Le ministère israélien des Affaires stratégiques a mis en place en mars 2016, une structure chargée de surveiller les boycotteurs au niveau mondial à l’aide, notamment, des rapports réalisés par les ambassades. Composée par d’anciens des services de renseignement, elle sert de caution au ministère de l’Intérieur pour refuser l’accès au territoire à certaines personnes jugées indésirables. Un an plus tard, un projet de loi visant à empêcher l’attribution de visas ou de permis de résidence à des ressortissants étrangers qui appellent à boycotter Israël ou ne pas consommer de produits fabriqués dans les colonies de Cisjordanie occupée a été adopté. Cette loi peut s’appliquer à toute personne qui lance "un appel public", un cadre très flou qui peut impliquer la signature de pétition ou le relais de messages sur Facebook. Cette loi s’inspirait déjà d’une loi de 2011 qui permettait au gouvernement israélien d’engager des poursuites civiles contre ceux qui encourageaient au boycott.

Ainsi, fin octobre, Raed Jarrar, un employé d’Amnesty international, en provenance de Jordanie, a été refoulé, alors qu’il effectuait un voyage à titre privé. Motifs invoqués : "sécurité publique" et "prévention de l’immigration légale". Amnesty avait alors dénoncé un refus en raison de son poste au sein d'une "organisation qui a critiqué les violations des droits humains commises par Israël". En mars, un activiste pro-palestinien, Hugh Lanning, directeur de l’organisation Palestine Solidarity Campaign, s’est vu interdit de territoire à son arrivée à l’aéroport de Tel-Aviv, sous prétexte qu’il œuvrait "à la délégitimation d’Israël et à la campagne BDS en Grande-Bretagne, et une des plus influentes en Europe".

Débat en Israël

Le refus d’accès est, semble-t-il inédit, concernant des élus nationaux étrangers. Dans un communiqué, La France insoumise a dénoncé un "déni de démocratie et de liberté" qui est "aussi consternant qu'inacceptable". Le mouvement appelle "le président de la République, le gouvernement et le président de l'Assemblée nationale à intervenir pour que cette menace d'interdiction ne soit pas rendue possible.", estimant qu'"il en va de la démocratie et de la paix".

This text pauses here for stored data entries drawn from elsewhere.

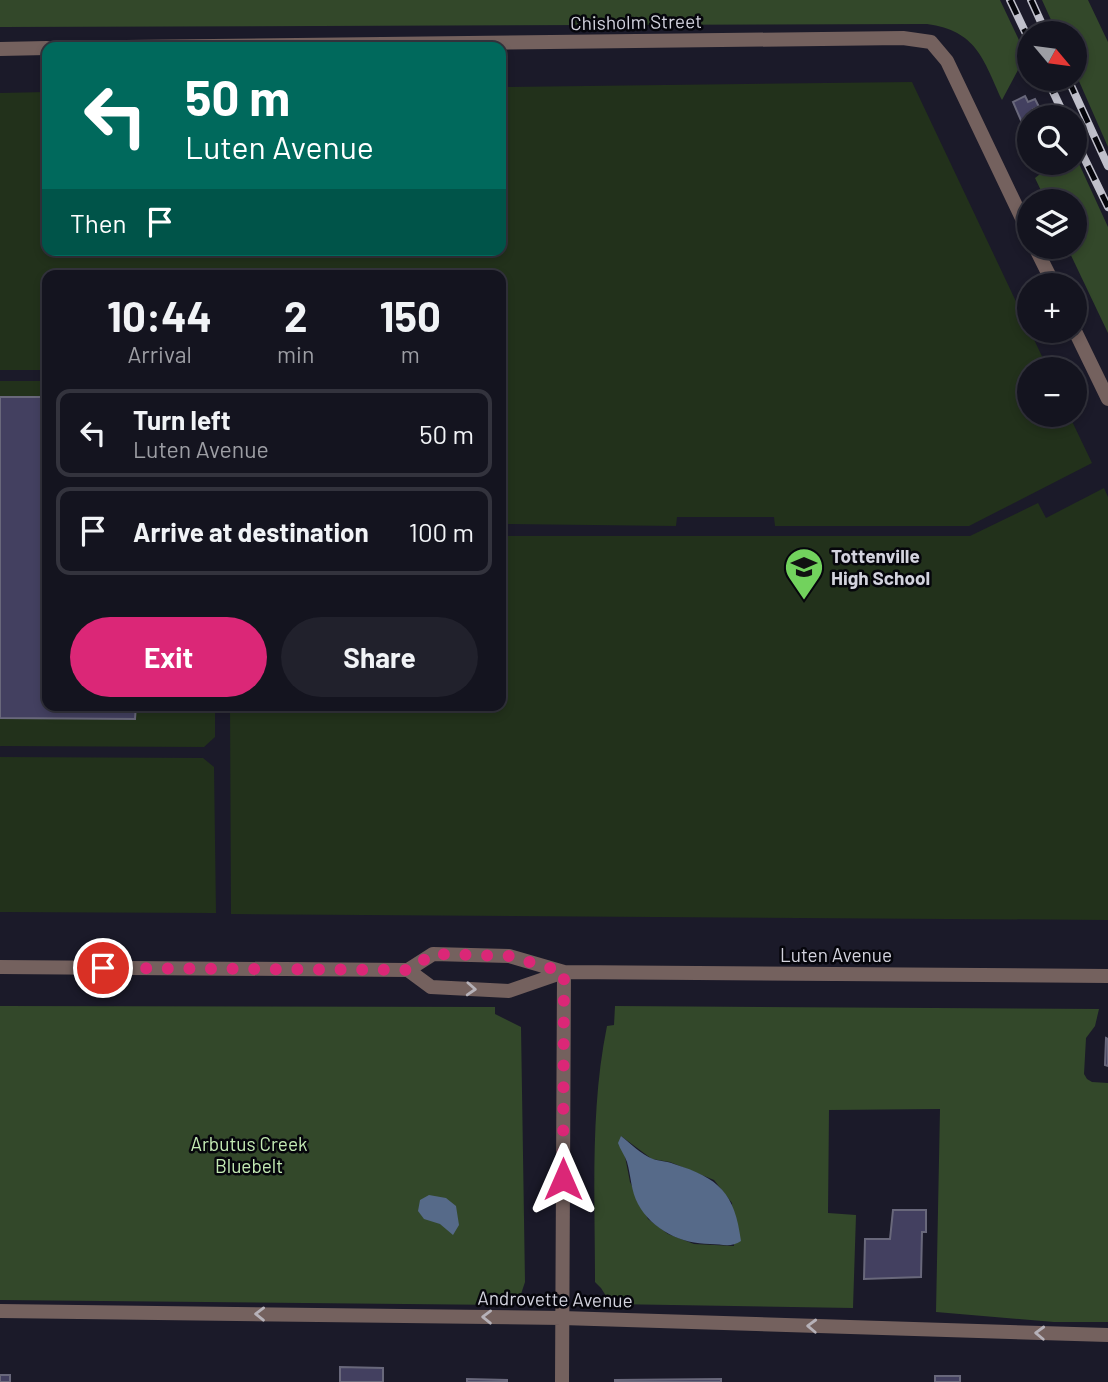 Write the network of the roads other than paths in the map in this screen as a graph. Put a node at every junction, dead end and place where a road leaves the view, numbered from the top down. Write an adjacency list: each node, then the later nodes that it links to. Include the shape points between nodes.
1 (506, 43): 4 (street, Chisholm Street, via 890,38 930,42 947,61)
2 (42, 48): 3 (street)
3 (0, 49)
4 (1017, 208)
5 (1081, 343): 6 (street)
6 (1108, 399)
7 (0, 967): 8 (street, Luten Avenue)
8 (408, 970): 9 (street, Luten Avenue, via 433,954 509,956); 9 (street, Luten Avenue, one-way to 9, via 431,987 509,991)
9 (564, 972): 10 (street, Luten Avenue); 12 (street)
10 (1108, 976)
11 (0, 1311): 12 (street, Androvette Avenue, one-way to 11)
12 (562, 1318): 13 (street, Androvette Avenue, one-way to 12); 14 (street)
13 (1108, 1335)
14 (562, 1382) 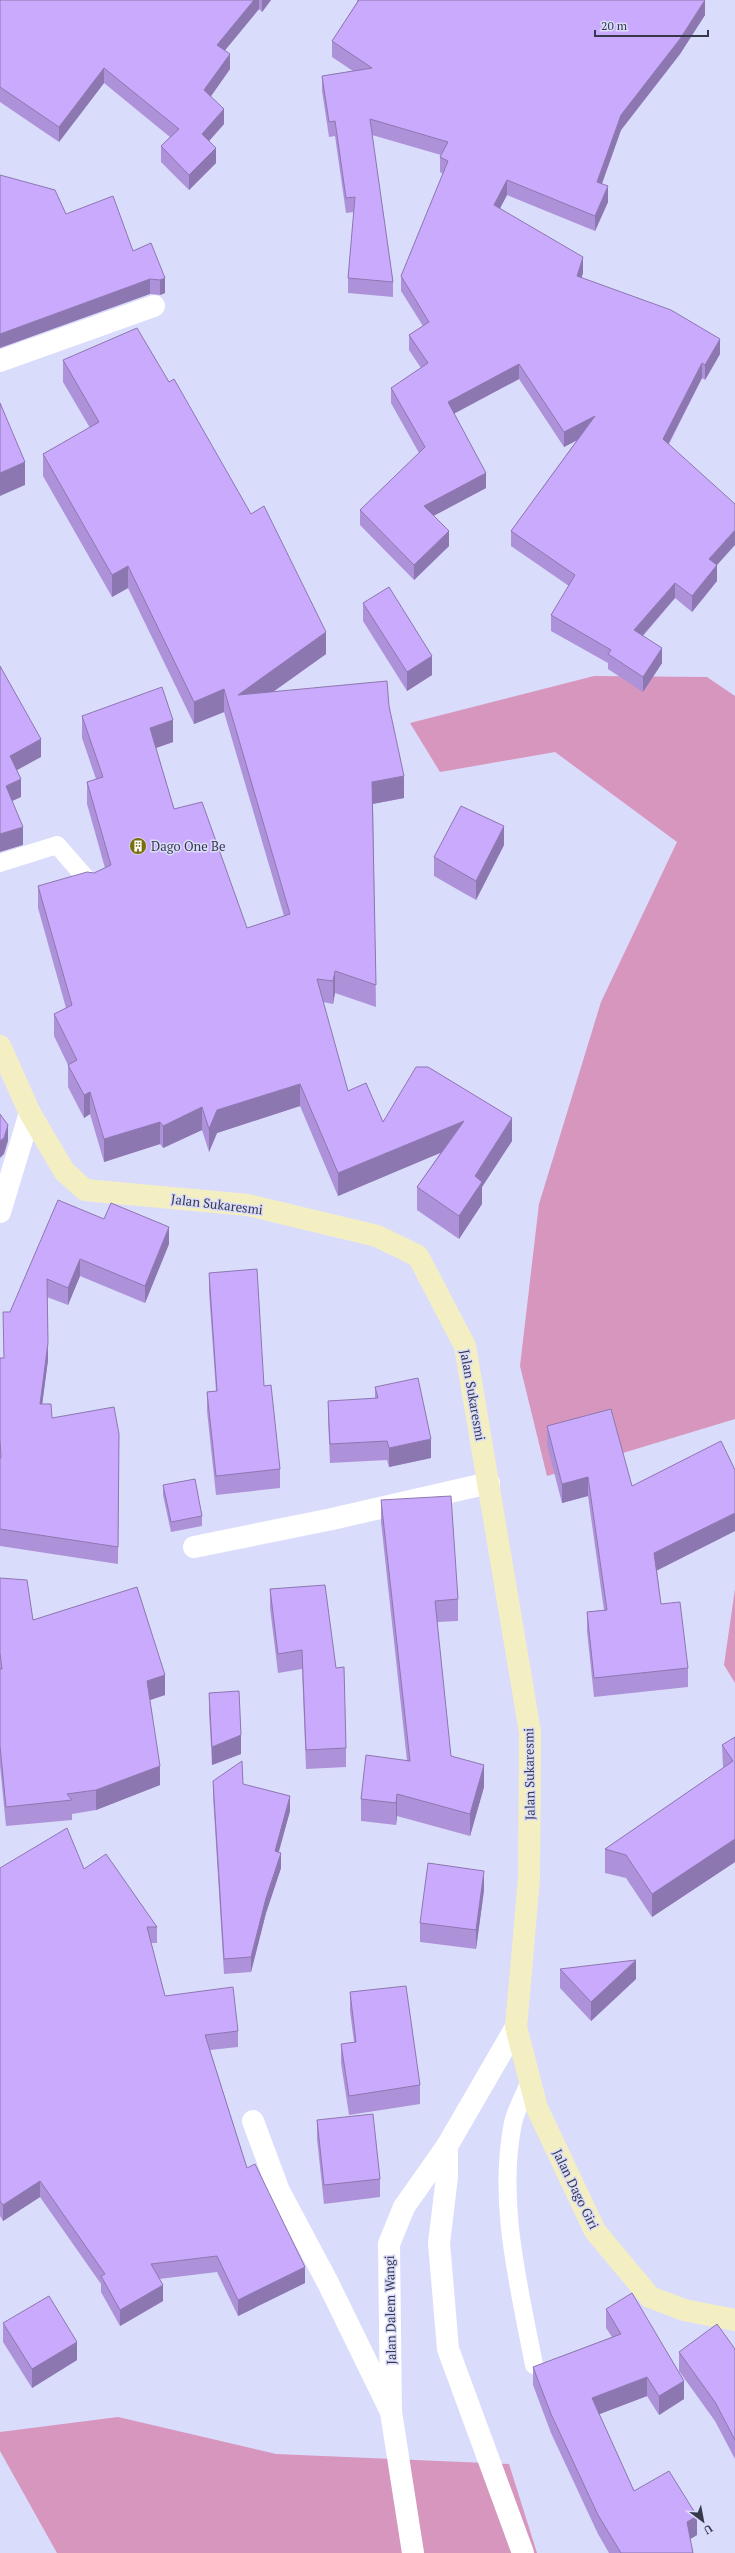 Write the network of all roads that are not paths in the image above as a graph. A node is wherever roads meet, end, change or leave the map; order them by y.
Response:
1 (154, 306) dead end
2 (0, 361) edge
3 (0, 863) edge
4 (92, 884) edge
5 (0, 1046) edge
6 (30, 1113) junction
7 (0, 1212) edge
8 (489, 1483) junction
9 (194, 1547) dead end
10 (516, 2027) junction
11 (530, 2081) junction
12 (253, 2121) dead end
13 (446, 2146) junction
14 (735, 2320) edge
15 (534, 2365) edge
16 (391, 2412) junction
17 (413, 2553) edge
18 (523, 2553) edge

1 - 2 street
3 - 4 lane
5 - 6 main road, Jalan Sukaresmi
6 - 7 street
6 - 8 main road, Jalan Sukaresmi
8 - 9 street
8 - 10 main road, Jalan Sukaresmi
10 - 11 main road, Jalan Dago Giri
10 - 13 street, Jalan Dalem Wangi
11 - 14 main road, Jalan Dago Giri
11 - 15 lane
12 - 16 street
13 - 16 street, Jalan Dalem Wangi
13 - 18 street
16 - 17 street, Jalan Dalem Wangi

Pour rappel : deux arrêts de la Cour de cassation en France ont déclaré illégal l’appel au boycott par un mouvement associatif ou citoyen pour critiquer la politique d’un Etat tiers, confirmant la condamnation par la cour d’appel de Colmar de quatorze militants de BDS.

Les responsables politiques français semblent surtout payer le fait d’avoir voulu rendre visite à Marwan Barghouti. Visites, par ailleurs, rarement accordées. Cité par "Libération", un officiel confirme : "La loi anti-boycott est un instrument légal qui nous permet désormais d’empêcher des gens qui cherchent à porter atteinte à notre pays d’entrer sur le territoire. Cette délégation exprime sa solidarité avec un assassin [Barghouti, NDLR]. Par conséquent, nous n’avons aucune obligation envers eux. Qu’ils expriment leur soutien aux prisonniers de loin."

Au sein de la société israélienne, cette mesure fait également débat. L’Association pour les droits civiques en Israël a publié un communiqué, rapporté par "Haaretz" pour protester contre le blocage des élus français. Elle a estimé que l’actuelle loi était une "violation des principes démocratiques fondamentaux en prenant en considération les opinions politiques pour autoriser ou pas les citoyens étrangers à visiter Israël et les territoires occupés [...] La liberté d’expression n’est pas juste le droit de s’exprimer, mais aussi le droit d’exprimer ses opinions, même si ces opinions scandalisent et exaspèrent la majorité des Israéliens."